The most interesting thing about being Secretary of State is not getting a boy down the hall to like you. McCord grapples with demanding and oppositional agendas of nations small and large —which includes the very real kinds of sexism that get women harmed and killed—in one of the most intriguing jobs on the planet. By taking that position, Madam Secretary helps patriarchy matter just a little less.
For example, when McCord is groped from behind by the president of the Philippines, she handles him like a trained CIA agent and a woman in authority might: she hauls off and clocks him one, breaking his nose. He covers it up as a boxing injury, she focuses on the political situation first, and later has a face-to-face moment with him that settles the score in no uncertain terms.
Madam Secretary also avoids clichéd family plot lines. Media children of strong women are often portrayed as bratty and pouty, acting out because, if Mom is out there in the world, surely she is failing significantly at home. But McCord is warm, loving, and deeply engaged with her three children, who are not drawn as sickeningly cutesy, idiotic teens, or charmless snarks. Her son is an anarchist, and his parents give him room for his views and opinions; one daughter leaves college, but her life is not ruined and she begins to find her own way, and the other is a fashion maven who wants to be stylist to the stars (but still does well at her competitive, tony high school). They are proud of their mother, as they should be.

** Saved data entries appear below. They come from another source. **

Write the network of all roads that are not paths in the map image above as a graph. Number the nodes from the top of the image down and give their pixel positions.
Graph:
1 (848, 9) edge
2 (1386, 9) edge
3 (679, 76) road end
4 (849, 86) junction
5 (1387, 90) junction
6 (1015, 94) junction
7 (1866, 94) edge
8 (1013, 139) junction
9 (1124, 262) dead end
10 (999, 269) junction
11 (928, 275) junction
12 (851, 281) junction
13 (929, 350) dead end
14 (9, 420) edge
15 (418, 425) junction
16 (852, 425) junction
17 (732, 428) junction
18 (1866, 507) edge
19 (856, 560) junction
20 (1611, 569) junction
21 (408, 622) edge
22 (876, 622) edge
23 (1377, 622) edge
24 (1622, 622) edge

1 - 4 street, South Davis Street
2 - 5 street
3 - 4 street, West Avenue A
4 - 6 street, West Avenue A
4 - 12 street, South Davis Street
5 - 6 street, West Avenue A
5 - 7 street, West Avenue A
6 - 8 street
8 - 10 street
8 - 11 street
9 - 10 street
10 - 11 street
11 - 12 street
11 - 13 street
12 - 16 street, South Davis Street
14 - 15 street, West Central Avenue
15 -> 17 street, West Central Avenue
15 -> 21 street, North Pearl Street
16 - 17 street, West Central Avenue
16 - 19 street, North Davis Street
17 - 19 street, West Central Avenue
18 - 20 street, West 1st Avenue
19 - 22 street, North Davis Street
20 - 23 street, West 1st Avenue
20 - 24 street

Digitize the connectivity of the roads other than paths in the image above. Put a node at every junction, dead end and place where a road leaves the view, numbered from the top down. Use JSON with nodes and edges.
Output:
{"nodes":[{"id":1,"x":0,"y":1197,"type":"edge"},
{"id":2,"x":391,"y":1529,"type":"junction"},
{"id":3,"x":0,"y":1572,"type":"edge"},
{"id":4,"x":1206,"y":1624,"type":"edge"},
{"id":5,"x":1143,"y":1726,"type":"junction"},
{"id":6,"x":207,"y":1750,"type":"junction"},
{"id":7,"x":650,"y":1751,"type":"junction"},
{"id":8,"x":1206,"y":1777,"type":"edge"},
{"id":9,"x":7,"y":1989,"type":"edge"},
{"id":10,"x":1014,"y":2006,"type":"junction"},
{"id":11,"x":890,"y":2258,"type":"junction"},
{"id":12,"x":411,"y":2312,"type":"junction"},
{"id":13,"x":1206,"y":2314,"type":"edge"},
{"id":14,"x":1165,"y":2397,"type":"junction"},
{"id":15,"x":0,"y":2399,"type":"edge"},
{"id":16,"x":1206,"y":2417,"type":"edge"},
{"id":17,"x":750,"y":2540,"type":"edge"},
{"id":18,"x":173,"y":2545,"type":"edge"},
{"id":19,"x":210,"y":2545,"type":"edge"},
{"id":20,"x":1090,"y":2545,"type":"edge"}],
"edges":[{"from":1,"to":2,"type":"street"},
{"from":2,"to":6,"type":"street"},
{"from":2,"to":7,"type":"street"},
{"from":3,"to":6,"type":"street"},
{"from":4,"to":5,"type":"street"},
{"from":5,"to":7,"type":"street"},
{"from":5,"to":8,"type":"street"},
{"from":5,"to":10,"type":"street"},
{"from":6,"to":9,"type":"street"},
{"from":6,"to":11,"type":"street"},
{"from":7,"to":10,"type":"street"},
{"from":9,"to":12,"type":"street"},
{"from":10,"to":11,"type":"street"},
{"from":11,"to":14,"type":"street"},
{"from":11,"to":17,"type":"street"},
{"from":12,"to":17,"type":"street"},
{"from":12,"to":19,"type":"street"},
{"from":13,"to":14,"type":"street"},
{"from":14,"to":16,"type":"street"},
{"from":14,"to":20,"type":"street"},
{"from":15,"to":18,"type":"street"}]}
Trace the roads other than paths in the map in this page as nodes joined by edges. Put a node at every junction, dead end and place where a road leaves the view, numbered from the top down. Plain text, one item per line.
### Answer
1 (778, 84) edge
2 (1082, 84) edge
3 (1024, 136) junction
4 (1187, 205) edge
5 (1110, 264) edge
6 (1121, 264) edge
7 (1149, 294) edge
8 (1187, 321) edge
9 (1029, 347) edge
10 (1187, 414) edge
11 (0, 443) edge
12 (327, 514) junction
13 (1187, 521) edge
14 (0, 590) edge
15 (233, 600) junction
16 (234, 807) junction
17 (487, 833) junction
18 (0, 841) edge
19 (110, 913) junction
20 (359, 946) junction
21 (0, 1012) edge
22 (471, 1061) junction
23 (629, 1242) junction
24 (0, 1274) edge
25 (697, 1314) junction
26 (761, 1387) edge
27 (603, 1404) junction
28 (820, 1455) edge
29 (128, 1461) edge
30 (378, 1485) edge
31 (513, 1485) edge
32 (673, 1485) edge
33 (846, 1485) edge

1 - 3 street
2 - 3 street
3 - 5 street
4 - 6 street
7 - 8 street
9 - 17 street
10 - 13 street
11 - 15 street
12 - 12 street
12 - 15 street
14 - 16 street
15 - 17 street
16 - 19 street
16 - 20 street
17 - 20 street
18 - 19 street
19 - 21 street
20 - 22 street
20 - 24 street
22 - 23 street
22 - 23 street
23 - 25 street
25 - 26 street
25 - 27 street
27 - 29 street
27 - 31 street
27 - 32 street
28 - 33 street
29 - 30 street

Media husbands often act emasculated by their wife carrying a briefcase, can’t change a diaper or cook mac and cheese, and are plunged into depressed loneliness if left alone for an evening. Not Elizabeth McCord’s husband. Henry McCord (Tim Daly) holds a doctorate in theology, was a Marine aviator during Desert Storm, and is an operative for the National Security Agency. He tosses the parenting ball back and forth with his wife with competence and good humor. In a bustling family kitchen one morning, he reminds his three children that their mother has to get out the door to “go save the world.” He delivers this line with no rancor, jealousy, or sarcasm. That’s actually her job, and he gets out of her way so she can go do it.
Travel and work demands do strain their time together, and they do experience conflict, but they talk about it intelligently and respectfully to each other. They praise each other, in public and in private, and truly like and admire each other. They flirt, laugh, tease, and annoy each other. They appear functional. This is so uncommon among media marriages that it is striking.
Media stories aren’t reality, but they are the narratives that we insist on telling ourselves. Finally, we have begun to tell ourselves that fifty percent of the world can lead at the office, too. High time. Madam Secretary is smart, funny, instructive, and telling. Brava.